American photographer (born 1976)

Sara VanDerBeek (born 1976), is an American artist who lives and works in New York City. She is known for photographing sculptures and three-dimensional still-life assemblages of her own making, some of which she destroys after the photos have been taken, as well as for exploring the depiction of women in art history particularly classical or ancient sculpture.

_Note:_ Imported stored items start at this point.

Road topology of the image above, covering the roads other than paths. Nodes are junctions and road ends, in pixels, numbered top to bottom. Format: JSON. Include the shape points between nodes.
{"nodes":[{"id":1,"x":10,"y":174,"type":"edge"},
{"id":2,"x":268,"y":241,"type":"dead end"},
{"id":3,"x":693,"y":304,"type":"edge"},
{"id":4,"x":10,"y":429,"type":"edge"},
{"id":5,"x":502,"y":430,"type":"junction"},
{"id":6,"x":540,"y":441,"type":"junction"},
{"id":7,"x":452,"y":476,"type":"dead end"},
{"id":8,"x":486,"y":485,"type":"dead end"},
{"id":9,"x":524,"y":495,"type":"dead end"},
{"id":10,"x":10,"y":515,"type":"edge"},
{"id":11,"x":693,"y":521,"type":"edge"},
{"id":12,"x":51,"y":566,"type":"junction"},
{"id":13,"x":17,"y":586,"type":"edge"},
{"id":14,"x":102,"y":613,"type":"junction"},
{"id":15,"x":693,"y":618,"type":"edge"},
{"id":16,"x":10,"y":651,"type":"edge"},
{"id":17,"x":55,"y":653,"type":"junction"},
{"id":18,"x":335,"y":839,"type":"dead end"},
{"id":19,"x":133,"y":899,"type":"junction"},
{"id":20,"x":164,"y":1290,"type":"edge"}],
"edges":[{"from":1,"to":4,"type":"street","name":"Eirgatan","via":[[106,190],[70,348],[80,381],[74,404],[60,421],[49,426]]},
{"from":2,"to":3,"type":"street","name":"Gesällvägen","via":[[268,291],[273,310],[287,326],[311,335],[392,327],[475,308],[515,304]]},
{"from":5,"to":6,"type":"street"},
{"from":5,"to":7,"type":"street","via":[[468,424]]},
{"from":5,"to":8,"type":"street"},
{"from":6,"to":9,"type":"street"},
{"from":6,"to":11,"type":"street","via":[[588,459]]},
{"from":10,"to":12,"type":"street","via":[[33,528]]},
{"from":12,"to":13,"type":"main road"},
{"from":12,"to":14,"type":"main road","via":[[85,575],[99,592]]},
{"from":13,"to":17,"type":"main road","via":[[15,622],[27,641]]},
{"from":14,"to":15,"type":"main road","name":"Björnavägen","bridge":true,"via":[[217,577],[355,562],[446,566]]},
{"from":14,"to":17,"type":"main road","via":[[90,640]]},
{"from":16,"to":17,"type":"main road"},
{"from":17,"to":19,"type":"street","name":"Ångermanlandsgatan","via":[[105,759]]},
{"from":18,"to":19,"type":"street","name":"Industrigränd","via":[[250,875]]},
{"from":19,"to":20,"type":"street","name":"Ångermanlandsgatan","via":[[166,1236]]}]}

==Early life and education==
VanDerBeek grew up in Baltimore and studied visual arts at Baltimore School for the Arts during her high school years. Her father, Stan VanDerBeek, was an experimental filmmaker. She moved to New York in 1994 to attend her father's alma mater, Cooper Union. After graduating, she worked in commercial photography in London for three years. She returned to New York in 2001 and in 2003 she opened Guild & Greyshkul, an art gallery, in Soho with her brother, Johannes VanDerBeek, a sculptor, and artist Anya Kielar, another Cooper graduate. The gallery closed in 2009.
==Work==
VanDerBeek is considered one of several contemporary photographers — among them Michele Abeles, Liz Deschenes and Eileen Quinlan — who are extending the innovations of the earlier Pictures Generation into new territory. Her work focuses on photographs of assemblages that she creates in her studio. Her work was included in "New Photography 2009" at the Museum of Modern Art in New York City. Curator Eva Respini, who put together the MoMA show, described VanDerBeek's art as having a hybrid nature: "Although Sara is a photographer, I like to think of her practice as multidisciplinary... [She is] very interested in the space of sculpture, the space of theater."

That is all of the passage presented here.